[Records from a data collection]
☆ ☆ ☆ ☆ ☆ ☆ ☆

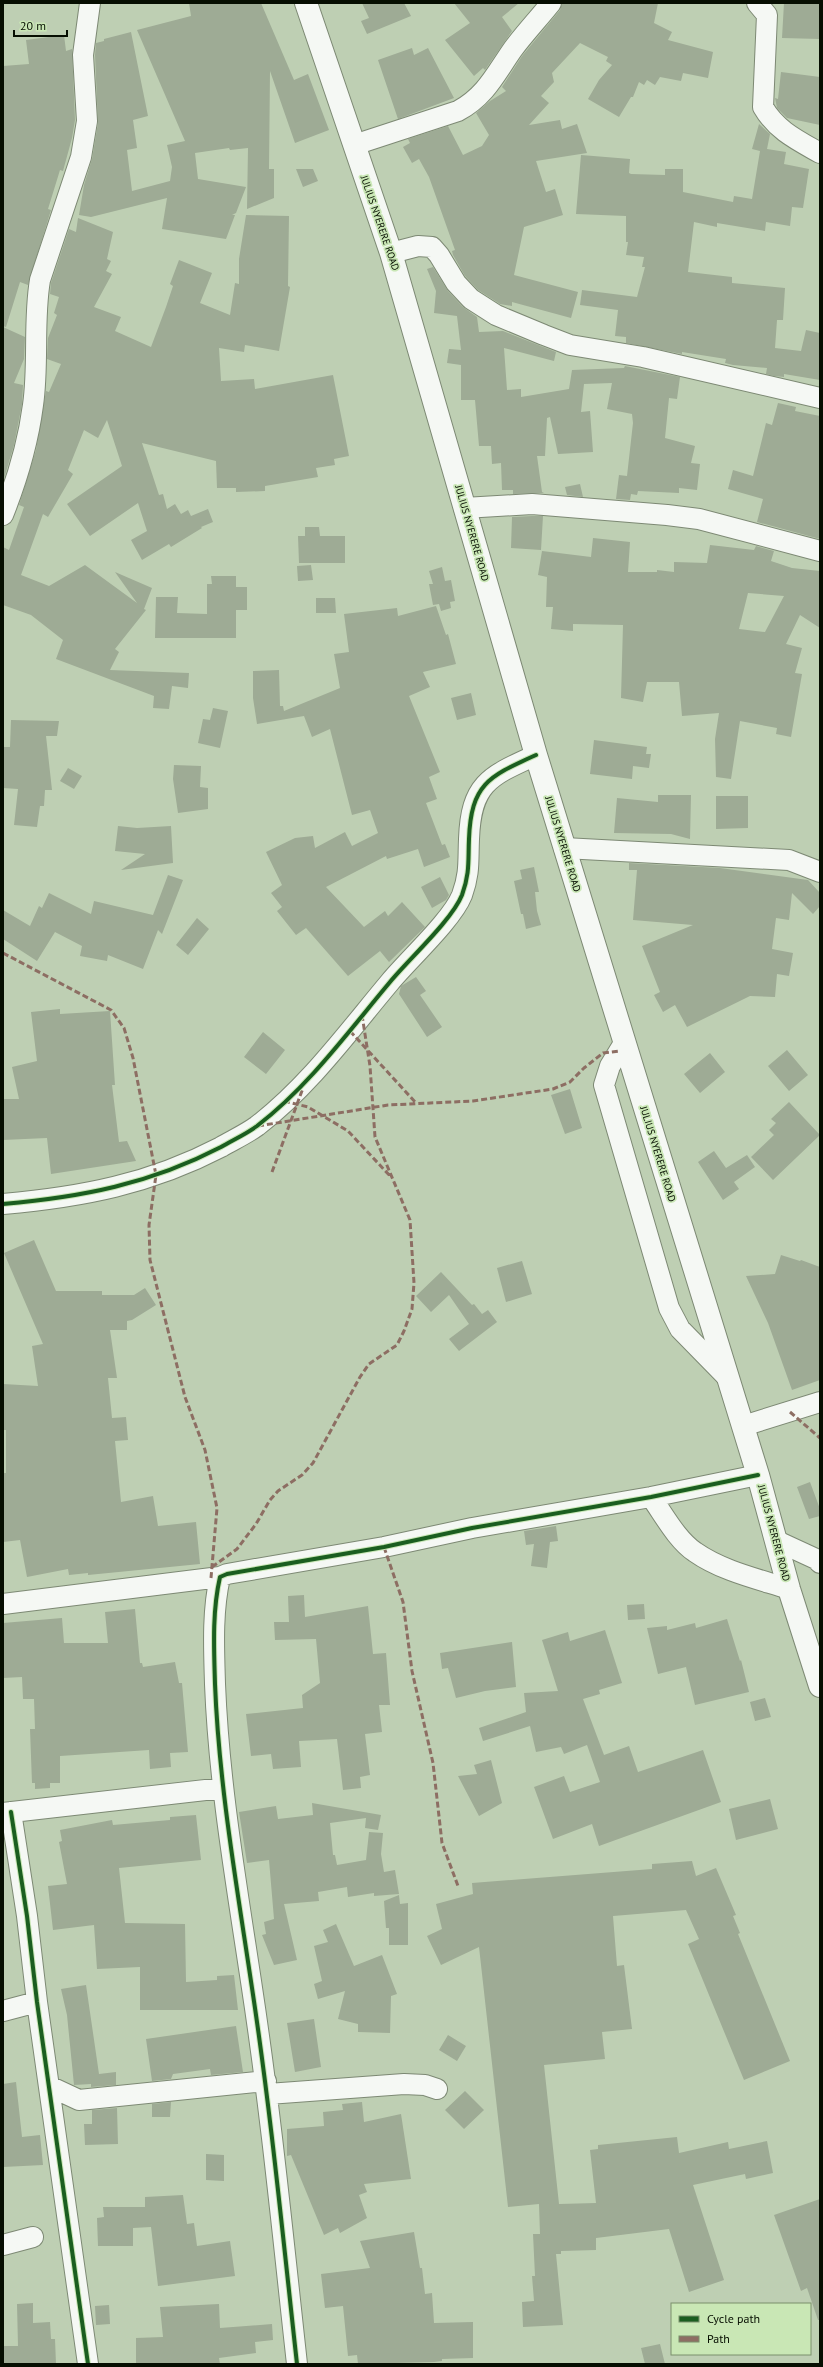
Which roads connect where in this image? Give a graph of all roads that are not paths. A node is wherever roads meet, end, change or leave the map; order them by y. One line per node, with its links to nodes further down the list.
1 (90, 3): 10 (street)
2 (306, 3): 5 (highway, JULIUS NYERERE ROAD)
3 (551, 3): 5 (street)
4 (757, 3): 6 (street)
5 (354, 145): 7 (highway, JULIUS NYERERE ROAD)
6 (820, 153)
7 (391, 252): 8 (street); 9 (highway, JULIUS NYERERE ROAD)
8 (820, 398)
9 (464, 508): 11 (street); 12 (highway, JULIUS NYERERE ROAD)
10 (3, 515)
11 (820, 551)
12 (536, 755): 13 (highway, JULIUS NYERERE ROAD); 16 (street)
13 (564, 848): 14 (street); 15 (highway, JULIUS NYERERE ROAD)
14 (820, 872)
15 (624, 1043): 17 (highway, JULIUS NYERERE ROAD); 17 (street)
16 (3, 1204)
17 (725, 1375): 19 (highway, JULIUS NYERERE ROAD)
18 (820, 1402): 19 (street)
19 (743, 1426): 20 (highway, JULIUS NYERERE ROAD)
20 (758, 1475): 21 (street); 22 (highway, JULIUS NYERERE ROAD)
21 (651, 1498): 24 (street); 25 (street)
22 (777, 1541): 23 (street); 25 (highway, JULIUS NYERERE ROAD)
23 (820, 1563)
24 (220, 1577): 26 (street); 28 (street)
25 (789, 1588): 27 (highway, JULIUS NYERERE ROAD)
26 (3, 1604)
27 (820, 1686)
28 (223, 1788): 29 (street); 33 (street)
29 (7, 1812): 30 (street)
30 (37, 2002): 31 (street); 32 (street)
31 (3, 2011)
32 (49, 2086): 33 (street); 37 (street)
33 (267, 2088): 34 (street); 38 (street)
34 (437, 2089)
35 (33, 2237): 36 (street)
36 (3, 2245)
37 (88, 2364)
38 (297, 2364)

☆ ☆ ☆ ☆ ☆ ☆ ☆

### WORK TO BE COMPLETED
Your reply must reproduce all of the entries exactly and contain no pictures.

### RESULT
Which roads connect where in this image? Give a graph of all roads that are not paths. A node is wherever roads meet, end, change or leave the map; order them by y. One line per node, with its links to nodes further down the list.
1 (90, 3): 10 (street)
2 (306, 3): 5 (highway, JULIUS NYERERE ROAD)
3 (551, 3): 5 (street)
4 (757, 3): 6 (street)
5 (354, 145): 7 (highway, JULIUS NYERERE ROAD)
6 (820, 153)
7 (391, 252): 8 (street); 9 (highway, JULIUS NYERERE ROAD)
8 (820, 398)
9 (464, 508): 11 (street); 12 (highway, JULIUS NYERERE ROAD)
10 (3, 515)
11 (820, 551)
12 (536, 755): 13 (highway, JULIUS NYERERE ROAD); 16 (street)
13 (564, 848): 14 (street); 15 (highway, JULIUS NYERERE ROAD)
14 (820, 872)
15 (624, 1043): 17 (highway, JULIUS NYERERE ROAD); 17 (street)
16 (3, 1204)
17 (725, 1375): 19 (highway, JULIUS NYERERE ROAD)
18 (820, 1402): 19 (street)
19 (743, 1426): 20 (highway, JULIUS NYERERE ROAD)
20 (758, 1475): 21 (street); 22 (highway, JULIUS NYERERE ROAD)
21 (651, 1498): 24 (street); 25 (street)
22 (777, 1541): 23 (street); 25 (highway, JULIUS NYERERE ROAD)
23 (820, 1563)
24 (220, 1577): 26 (street); 28 (street)
25 (789, 1588): 27 (highway, JULIUS NYERERE ROAD)
26 (3, 1604)
27 (820, 1686)
28 (223, 1788): 29 (street); 33 (street)
29 (7, 1812): 30 (street)
30 (37, 2002): 31 (street); 32 (street)
31 (3, 2011)
32 (49, 2086): 33 (street); 37 (street)
33 (267, 2088): 34 (street); 38 (street)
34 (437, 2089)
35 (33, 2237): 36 (street)
36 (3, 2245)
37 (88, 2364)
38 (297, 2364)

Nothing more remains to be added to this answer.